Algumas estreias de diretor chegam até você com grandes armas que incham. Os novatos muitas vezes querem colocar tudo o que têm em um projeto, acreditando que a superioridade é a maneira mais segura de atrair a atenção. Mas Ouriço, O filme de estreia de Harris Dickinson – ator inglês Not-YouT-30, que teve atuações incríveis e enganosas em filmes como o drama dramático de Eliza Hittman Ratos e a imaginação sexual febril de Halina Reijn Bebê– É apresentado com um sussurro, não com uma voz. Uma história aparentemente simples sobre um dependente que apenas mantém sua vida unida nas ruas de Londres, Ouriço é eficaz por causa de todas as coisas não é Fazer: Não há grandes revelações, não há momentos ou momentos assustadores. Estamos apenas sozinhos com um dependente e seus sentimentos – ou, ocasionalmente, com sua aparente falta. E como não sabemos muito de onde ele veio ou se fisgou, fomos convidados a morar com ele no presente. É um lugar desesperador e desorientador.
O jovem no centro da história é Mike – ele interpreta, numa atuação esbelta e despojada de Frank Dillane, filho do ator Stephen Dillane – e à primeira vista, assim que chega depois de atravessar a rua. O cabelo de Mike tem manchas dentadas. Sua pele parece precisar de uma boa esfregada. O filme não se chama Ouriço Por nada: há algo que é Dickensiano tanto na aparência física de Mike quanto na vida da relegada vida nas ruas. Isso é o melhor que ele pode esperar por si mesmo. Ele vive dentro e por enquanto, e não está acontecendo com ele que nada possa mudar.
Mike fornece uma mochila de um esconderijo atrás de um balde. Mais tarde, o veremos criar para si uma cama improvisada, colocando folhas de papelão com o cuidado metódico de um arquiteto. Ele implora por dinheiro na rua, tropeça por um minuto e pisca um sorriso de mil watts no minuto seguinte. Um colega, Nathan (interpretado por Dickinson), também em busca de seu próximo conserto, rouba o dinheiro que Mike pegou e foge. Um estranho interfere, interrompe a corrida e se oferece para comprar uma refeição para Mike. Mike aceita com gratidão – apenas para vencer esse bom samaritano e correr com o relógio.

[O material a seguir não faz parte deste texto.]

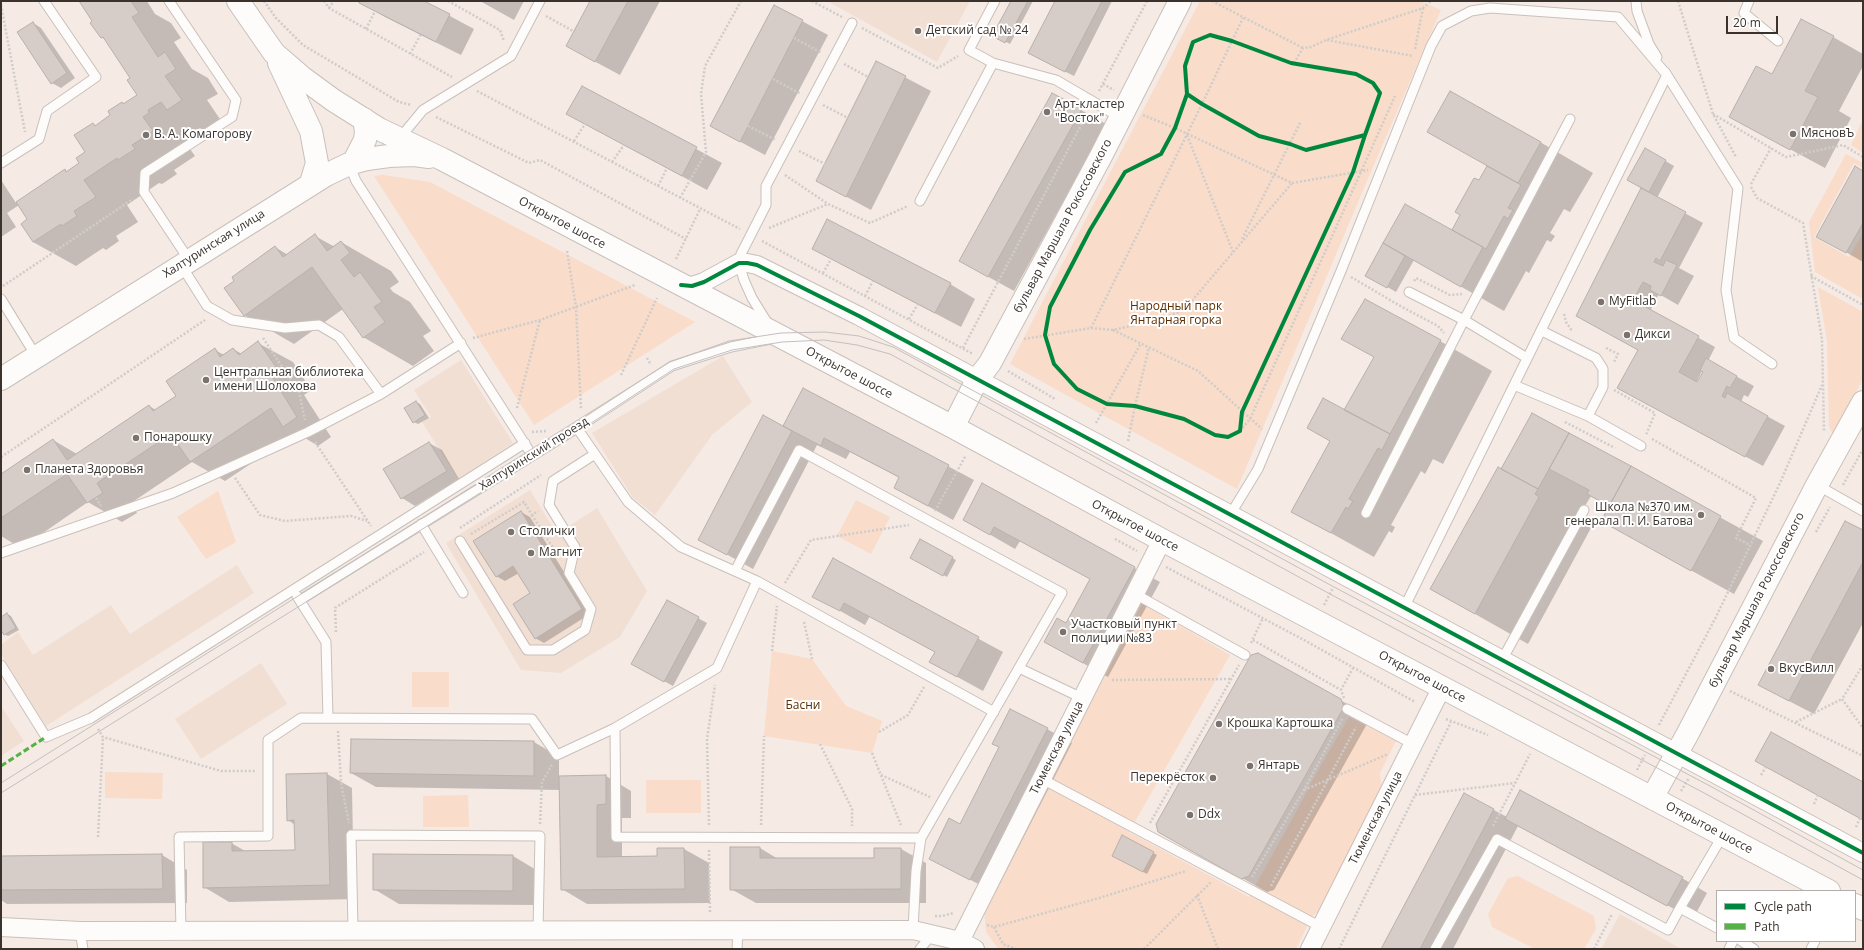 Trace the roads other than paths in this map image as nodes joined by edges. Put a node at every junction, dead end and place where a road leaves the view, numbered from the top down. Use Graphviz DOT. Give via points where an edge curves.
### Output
graph roads {
  1 [pos="44,1"];
  2 [pos="169,1"];
  3 [pos="238,1"];
  4 [pos="540,1"];
  5 [pos="995,1"];
  6 [pos="1180,1"];
  7 [pos="1636,1"];
  8 [pos="1749,1"];
  9 [pos="852,23"];
  10 [pos="1778,41"];
  11 [pos="274,53"];
  12 [pos="993,63"];
  13 [pos="1667,75"];
  14 [pos="1131,116"];
  15 [pos="364,119"];
  16 [pos="1570,119"];
  17 [pos="399,139"];
  18 [pos="442,159"];
  19 [pos="1,163"];
  20 [pos="351,164"];
  21 [pos="311,183"];
  22 [pos="920,201"];
  23 [pos="185,262"];
  24 [pos="739,263"];
  25 [pos="681,285"];
  26 [pos="1409,292"];
  27 [pos="1,299"];
  28 [pos="1464,320"];
  29 [pos="1542,331"];
  30 [pos="777,335"];
  31 [pos="461,342"];
  32 [pos="36,356"];
  33 [pos="1527,358"];
  34 [pos="1772,364"];
  35 [pos="984,371"];
  36 [pos="1,378"];
  37 [pos="1514,384"];
  38 [pos="381,394"];
  39 [pos="1863,402"];
  40 [pos="1588,416"];
  41 [pos="953,427"];
  42 [pos="577,428"];
  43 [pos="525,443"];
  44 [pos="1641,446"];
  45 [pos="595,454"];
  46 [pos="532,455"];
  47 [pos="1817,486"];
  48 [pos="1584,510"];
  49 [pos="1863,510"];
  50 [pos="1366,512"];
  51 [pos="1230,515"];
  52 [pos="421,524"];
  53 [pos="1162,540"];
  54 [pos="460,541"];
  55 [pos="1,553"];
  56 [pos="735,571"];
  57 [pos="757,581"];
  58 [pos="294,589"];
  59 [pos="464,593"];
  60 [pos="1135,594"];
  61 [pos="300,600"];
  62 [pos="1404,608"];
  63 [pos="1245,655"];
  64 [pos="1502,660"];
  65 [pos="1,665"];
  66 [pos="1020,668"];
  67 [pos="1442,687"];
  68 [pos="1082,698"];
  69 [pos="1347,709"];
  70 [pos="994,712"];
  71 [pos="333,718"];
  72 [pos="615,728"];
  73 [pos="1412,744"];
  74 [pos="1686,758"];
  75 [pos="1042,779"];
  76 [pos="1652,798"];
  77 [pos="1723,835"];
  78 [pos="921,838"];
  79 [pos="1863,854"];
  80 [pos="1827,890"];
  81 [pos="1680,908"];
  82 [pos="913,922"];
  83 [pos="1,927"];
  84 [pos="1321,927"];
  85 [pos="1716,927"];
  86 [pos="353,930"];
  87 [pos="538,930"];
  88 [pos="738,930"];
  89 [pos="80,931"];
  90 [pos="181,931"];
  91 [pos="933,933"];
  92 [pos="1743,942"];
  93 [pos="967,945"];
  94 [pos="83,949"];
  95 [pos="737,949"];
  96 [pos="920,949"];
  97 [pos="1310,949"];
  98 [pos="1435,949"];
  99 [pos="1754,949"];
  1 -- 19 [label="lane" via="96,77 47,111 39,139"];
  2 -- 23 [label="lane" via="236,100 232,117 144,173 144,192"];
  3 -- 11 [label="main road"];
  4 -- 17 [label="lane" via="511,56 423,110"];
  5 -- 12 [label="lane" via="969,50"];
  6 -- 14 [label="main road, бульвар Маршала Рокоссовского"];
  7 -- 13 [label="lane" via="1649,44"];
  8 -- 10 [label="lane" via="1744,13"];
  9 -- 24 [label="lane" via="766,186 766,205"];
  11 -- 15 [label="main road, Открытое шоссе" via="303,78"];
  11 -- 21 [label="main road" via="311,131 317,163"];
  12 -- 14 [label="lane" via="1056,80 1093,102"];
  12 -- 22 [label="lane"];
  13 -- 29 [label="lane"];
  13 -- 34 [label="lane" via="1738,188 1726,290 1734,338"];
  13 -- 51 [label="lane" via="1618,17 1490,8 1471,11 1442,26 1431,46 1258,469"];
  14 -- 35 [label="main road, бульвар Маршала Рокоссовского"];
  15 -- 17 [label="main road, Открытое шоссе"];
  15 -- 20 [label="main road" via="365,140"];
  16 -- 28 [label="lane"];
  17 -- 18 [label="main road, Открытое шоссе"];
  18 -- 20 [label="main road, Халтуринская улица" via="414,155 390,156"];
  18 -- 25 [label="main road, Открытое шоссе"];
  20 -- 21 [label="main road, Халтуринская улица"];
  20 -- 31 [label="lane" via="356,181"];
  21 -- 23 [label="main road, Халтуринская улица"];
  23 -- 32 [label="main road, Халтуринская улица"];
  23 -- 38 [label="lane" via="207,306 232,320 285,328 319,325 339,337"];
  24 -- 25 [label="street" via="704,282 692,286"];
  24 -- 30 [label="lane" via="752,298"];
  24 -- 35 [label="street" via="757,265 859,316"];
  25 -- 30 [label="main road, Открытое шоссе"];
  26 -- 28 [label="lane"];
  27 -- 32 [label="lane"];
  28 -- 33 [label="lane"];
  28 -- 50 [label="lane"];
  29 -- 33 [label="lane"];
  29 -- 40 [label="lane" via="1596,358 1603,370 1603,387"];
  30 -- 41 [label="main road, Открытое шоссе"];
  30 -- 42 [label="lane, Халтуринский проезд" via="672,366"];
  31 -- 38 [label="lane"];
  31 -- 43 [label="lane"];
  32 -- 36 [label="main road, Халтуринская улица"];
  33 -- 37 [label="lane"];
  35 -- 41 [label="main road, бульвар Маршала Рокоссовского"];
  35 -- 51 [label="street"];
  37 -- 40 [label="lane"];
  37 -- 62 [label="lane"];
  38 -- 55 [label="lane" via="308,432 173,493"];
  39 -- 47 [label="main road, бульвар Маршала Рокоссовского"];
  40 -- 44 [label="lane"];
  41 -- 53 [label="main road, Открытое шоссе"];
  42 -- 45 [label="lane"];
  42 -- 46 [label="lane, Халтуринский проезд"];
  43 -- 46 [label="lane"];
  43 -- 58 [label="lane"];
  45 -- 54 [label="lane" via="553,481 549,505 575,547 569,573 591,609 585,630 553,650 527,650"];
  45 -- 56 [label="lane" via="628,502 681,546"];
  46 -- 52 [label="lane, Халтуринский проезд"];
  47 -- 49 [label="lane"];
  47 -- 74 [label="main road, бульвар Маршала Рокоссовского"];
  48 -- 64 [label="lane"];
  51 -- 62 [label="street"];
  52 -- 59 [label="lane"];
  52 -- 61 [label="lane, Халтуринский проезд"];
  53 -- 60 [label="street, Тюменская улица"];
  53 -- 67 [label="main road, Открытое шоссе"];
  56 -- 57 [label="lane"];
  56 -- 66 [label="lane" via="799,450 1062,593"];
  57 -- 70 [label="lane"];
  57 -- 72 [label="lane" via="717,668"];
  58 -- 61 [label="lane"];
  58 -- 65 [label="lane" via="91,718 46,737"];
  60 -- 63 [label="lane"];
  60 -- 68 [label="street, Тюменская улица"];
  61 -- 71 [label="lane" via="326,642"];
  62 -- 64 [label="street"];
  64 -- 74 [label="street"];
  66 -- 68 [label="lane"];
  66 -- 70 [label="lane"];
  67 -- 73 [label="street, Тюменская улица"];
  67 -- 76 [label="main road, Открытое шоссе"];
  68 -- 75 [label="street, Тюменская улица"];
  69 -- 73 [label="lane"];
  70 -- 78 [label="lane"];
  71 -- 72 [label="lane" via="532,719 557,755"];
  71 -- 90 [label="lane" via="301,718 268,740 268,836 179,837"];
  72 -- 78 [label="lane" via="616,837"];
  73 -- 84 [label="street, Тюменская улица"];
  74 -- 76 [label="main road, бульвар Маршала Рокоссовского"];
  74 -- 79 [label="street"];
  75 -- 84 [label="lane"];
  75 -- 93 [label="street, Тюменская улица"];
  76 -- 77 [label="main road, Открытое шоссе"];
  77 -- 80 [label="main road, Открытое шоссе"];
  77 -- 81 [label="lane"];
  78 -- 82 [label="lane"];
  81 -- 85 [label="lane"];
  81 -- 98 [label="lane" via="1668,930 1497,839"];
  82 -- 88 [label="street"];
  82 -- 91 [label="street"];
  83 -- 89 [label="street"];
  84 -- 97 [label="street, Тюменская улица"];
  86 -- 87 [label="street"];
  86 -- 87 [label="lane" via="351,835 540,836"];
  86 -- 90 [label="street"];
  87 -- 88 [label="street"];
  88 -- 95 [label="lane"];
  89 -- 90 [label="street"];
  89 -- 94 [label="lane"];
  91 -- 93 [label="street"];
  91 -- 96 [label="lane"];
  92 -- 99 [label="lane"];
}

Mike é pego. Cumpre pena na prisão. Quando liberado, limpo, de volta ao mundo, ele parece disposto a se corrigir. Muda-se para um albergue. Ele vai a uma loja de austeridade e compra uma camisa e um par de répteis incríveis que, estranhamente, lhe parecem ótimos – há um carisma de estrela do rock para esta criança. Arranja um emprego como cozinheiro em um hotel pobre. Seus colegas gostam muito deles, mas esse trabalho não pode durar. Ele encontra outra, não tão boa, e conhece uma garota hippie (Megan Northam), de quem também gosta. Não é difícil compreender porquê. Quando sóbrio, Mike é óbvio e cuidadoso. Você se sente protetor por ele. Mas também pode ser duro e manipulador de forma egoísta. Essa é a verdadeira natureza ou é apenas aquilo que seu vício libera para ele? Nunca sabemos realmente.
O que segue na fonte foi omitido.